[Unity Blocks 13]もう少し考えておくCPUを作る

2022年1月25日 15:15

次はランダムにピースを置いている部分をもう少し考えて置くようにしてみます。（さすがにスクリプト全部書けなくなった）

今回は二つの処理を追加してみます。
軽い処理と重い処理を使い分けてより良い場所にピースを置けるようにします。

結構スクリプトを変えました

前回との変更点として、ボードやピースの情報の複製が必要になってきました。

Boardクラスにコピーコンストラクタを実装するだけでよいかと思いきや、MonoBehaviourを継承したクラス（オブジェクトに追加したスクリプト）はnewにより複製を行うことができません。そのため、ボードにスクリプトを追加することをやめました。

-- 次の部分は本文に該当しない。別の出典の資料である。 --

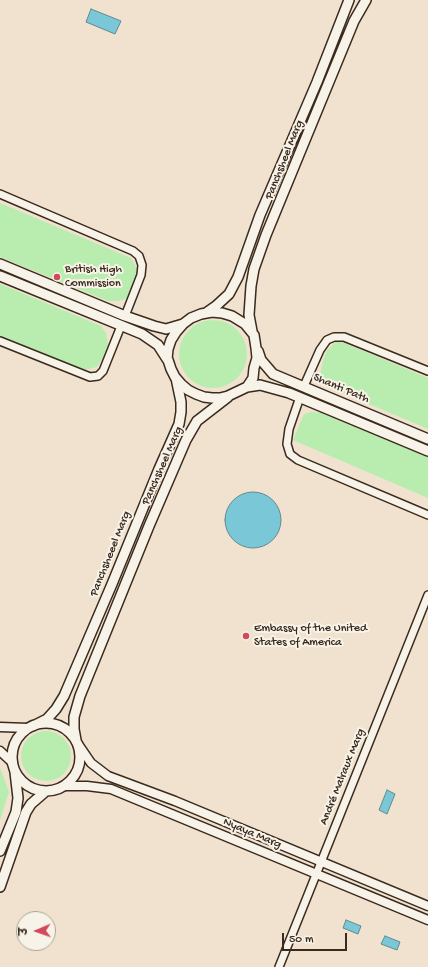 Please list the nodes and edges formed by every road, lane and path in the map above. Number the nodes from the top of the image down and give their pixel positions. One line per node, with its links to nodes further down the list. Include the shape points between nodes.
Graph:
1 (349, 0): 6 (main road, Panchsheel Marg, via 260,215 238,277 228,294)
2 (366, 0): 10 (main road, Panchsheel Marg, via 354,21 254,269 248,315)
3 (0, 194): 7 (street, via 133,251 139,256 142,265 141,275)
4 (0, 264): 7 (main road)
5 (0, 276): 9 (main road)
6 (206, 314): 8 (main road, via 191,318); 10 (main road, via 212,312 232,316 245,324)
7 (125, 316): 8 (main road, via 166,329)
8 (183, 324): 13 (main road, via 171,340)
9 (121, 326): 11 (street, via 103,371 98,376 90,377); 13 (main road, via 142,334 158,345)
10 (254, 335): 12 (main road)
11 (0, 341)
12 (256, 348): 16 (main road, Shanti Path, via 261,360 273,374); 17 (main road, via 253,378)
13 (167, 359): 15 (main road)
14 (428, 371): 16 (street, via 344,337 334,337 326,340)
15 (175, 377): 18 (main road, via 188,390 204,397 220,398); 25 (main road, Panchsheeel Marg, via 181,402 179,424 64,696 47,720)
16 (304, 386): 20 (main road, Shanti Path)
17 (247, 387): 18 (main road); 19 (main road, Shanti Path, via 260,385)
18 (230, 395): 26 (main road, Panchsheel Marg, via 198,421 186,440 80,696 74,717)
19 (300, 397): 21 (main road, Shanti Path); 22 (street, via 289,429 287,444 290,454 298,460)
20 (428, 439)
21 (428, 451)
22 (428, 515)
23 (428, 595): 32 (street, André Malraux Marg)
24 (0, 727): 25 (street)
25 (30, 727): 26 (main road, via 42,723 62,726); 28 (main road, via 15,743)
26 (77, 742): 29 (main road, via 79,768); 32 (street, Nyaya Marg, via 91,763 108,776)
27 (0, 751): 28 (street)
28 (14, 766): 30 (main road, via 22,780 33,788); 31 (main road, via 18,798 16,812)
29 (64, 786): 30 (main road); 33 (street, Nyaya Marg, via 111,789)
30 (46, 791): 34 (main road, via 26,812)
31 (0, 851)
32 (321, 862): 33 (street, André Malraux Marg); 35 (street, Nyaya Marg)
33 (316, 874): 36 (street, Nyaya Marg); 37 (street, André Malraux Marg)
34 (0, 887)
35 (428, 906)
36 (428, 920)
37 (279, 967) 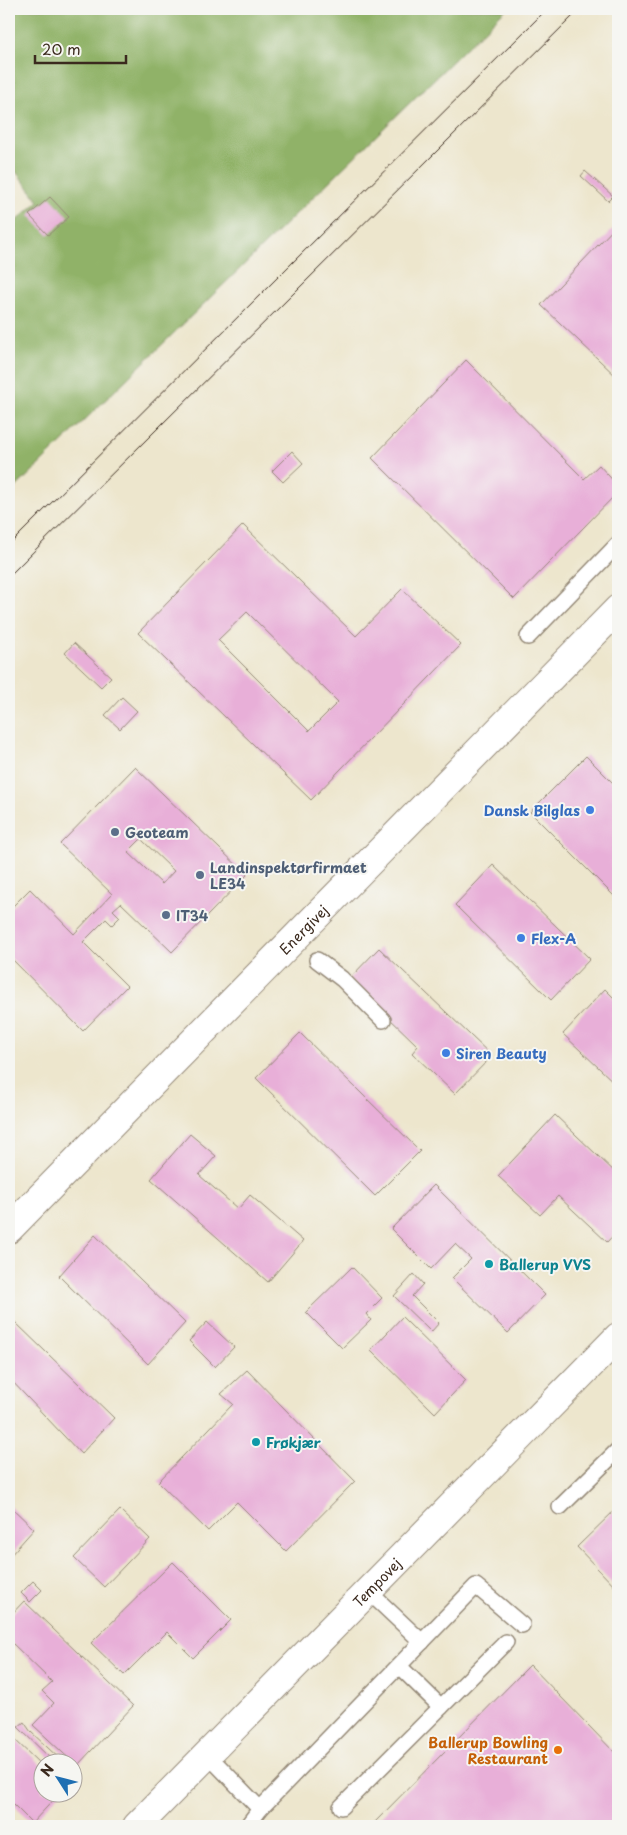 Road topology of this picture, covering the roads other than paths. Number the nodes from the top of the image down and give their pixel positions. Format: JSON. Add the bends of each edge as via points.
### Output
{"nodes":[{"id":1,"x":618,"y":544,"type":"edge"},
{"id":2,"x":616,"y":615,"type":"edge"},
{"id":3,"x":528,"y":637,"type":"dead end"},
{"id":4,"x":317,"y":960,"type":"dead end"},
{"id":5,"x":383,"y":1020,"type":"dead end"},
{"id":6,"x":9,"y":1229,"type":"edge"},
{"id":7,"x":618,"y":1337,"type":"edge"},
{"id":8,"x":618,"y":1450,"type":"edge"},
{"id":9,"x":560,"y":1507,"type":"dead end"},
{"id":10,"x":368,"y":1591,"type":"junction"},
{"id":11,"x":522,"y":1625,"type":"dead end"},
{"id":12,"x":422,"y":1642,"type":"junction"},
{"id":13,"x":506,"y":1642,"type":"dead end"},
{"id":14,"x":399,"y":1666,"type":"junction"},
{"id":15,"x":441,"y":1707,"type":"junction"},
{"id":16,"x":207,"y":1754,"type":"junction"},
{"id":17,"x":341,"y":1807,"type":"dead end"},
{"id":18,"x":260,"y":1809,"type":"junction"},
{"id":19,"x":137,"y":1826,"type":"edge"},
{"id":20,"x":248,"y":1826,"type":"edge"}],
"edges":[{"from":1,"to":3,"type":"lane"},
{"from":2,"to":6,"type":"street","name":"Energivej"},
{"from":4,"to":5,"type":"lane","via":[[342,979]]},
{"from":7,"to":10,"type":"street","name":"Tempovej"},
{"from":8,"to":9,"type":"lane"},
{"from":10,"to":12,"type":"lane"},
{"from":10,"to":16,"type":"street","name":"Tempovej"},
{"from":11,"to":12,"type":"lane","via":[[476,1586]]},
{"from":12,"to":14,"type":"lane"},
{"from":13,"to":15,"type":"lane"},
{"from":14,"to":15,"type":"lane"},
{"from":14,"to":18,"type":"lane"},
{"from":15,"to":17,"type":"lane"},
{"from":16,"to":18,"type":"lane"},
{"from":16,"to":19,"type":"street","name":"Tempovej"},
{"from":18,"to":20,"type":"lane"}]} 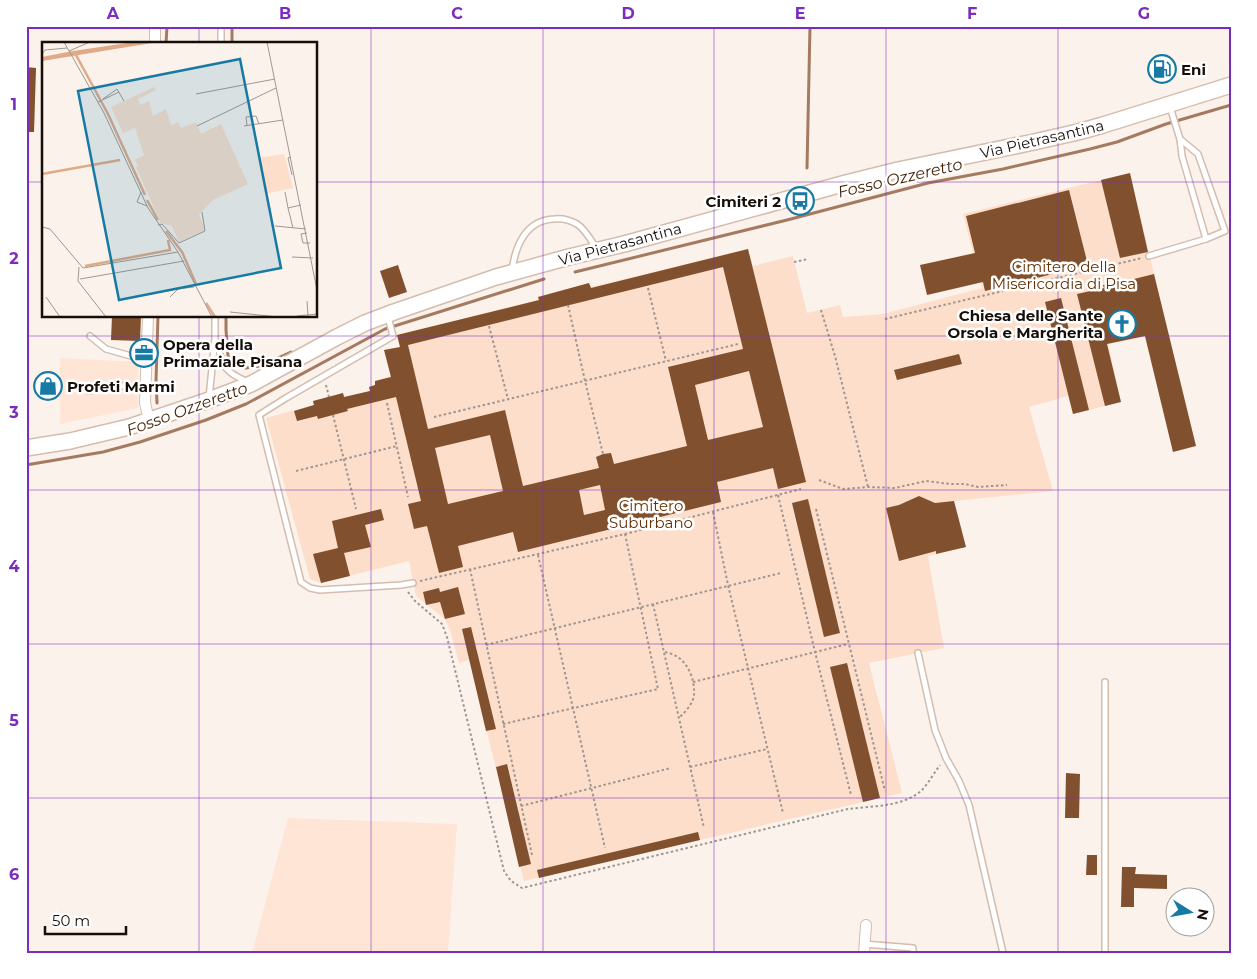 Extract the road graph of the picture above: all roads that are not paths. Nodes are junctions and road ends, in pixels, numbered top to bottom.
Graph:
1 (155, 26) edge
2 (221, 26) edge
3 (155, 42) edge
4 (221, 42) edge
5 (1231, 85) edge
6 (1170, 109) junction
7 (1180, 139) junction
8 (1206, 239) junction
9 (598, 250) junction
10 (1149, 256) road end
11 (512, 273) junction
12 (388, 317) junction
13 (148, 318) edge
14 (215, 318) edge
15 (90, 336) dead end
16 (215, 338) junction
17 (146, 358) junction
18 (251, 384) junction
19 (146, 389) junction
20 (89, 391) dead end
21 (209, 400) junction
22 (149, 420) junction
23 (26, 448) edge
24 (413, 583) road end
25 (918, 653) dead end
26 (1106, 682) dead end
27 (866, 925) dead end
28 (864, 948) edge
29 (913, 953) edge
30 (1002, 953) edge
31 (1105, 953) edge

1 - 3 street
2 - 4 lane
5 - 6 street, Via Pietrasantina
6 - 7 lane
6 - 9 street, Via Pietrasantina
7 - 8 lane
7 - 8 lane
8 - 10 lane
9 - 11 street, Via Pietrasantina
9 - 11 lane
11 - 12 street, Via Pietrasantina
12 - 18 street, Via Pietrasantina
12 - 24 lane
13 - 17 street
14 - 16 lane
15 - 17 lane
16 - 18 lane
16 - 21 lane
17 - 19 street
18 - 21 street, Via Pietrasantina
19 - 20 lane
19 - 22 street
21 - 22 street, Via Pietrasantina
22 - 23 street, Via Pietrasantina
25 - 30 lane
26 - 31 lane
27 - 28 street
28 - 29 lane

PieceController内でBoardクラスのインスタンスを生成することにしました。

また、ピースのオブジェクトとピースの情報（どの位置にピースがあるかみたいな情報。Boardにどこの位置にピースが来るかを渡すList<int[]>型の情報）を同じように保存すると、List<int[]>の複製がちょっと面倒になるため、ピースのオブジェクトにはPieceというスクリプトを追加し、その中でPieceInfoというList<int[]>型を持ったクラスのインスタンスを持つようにしました。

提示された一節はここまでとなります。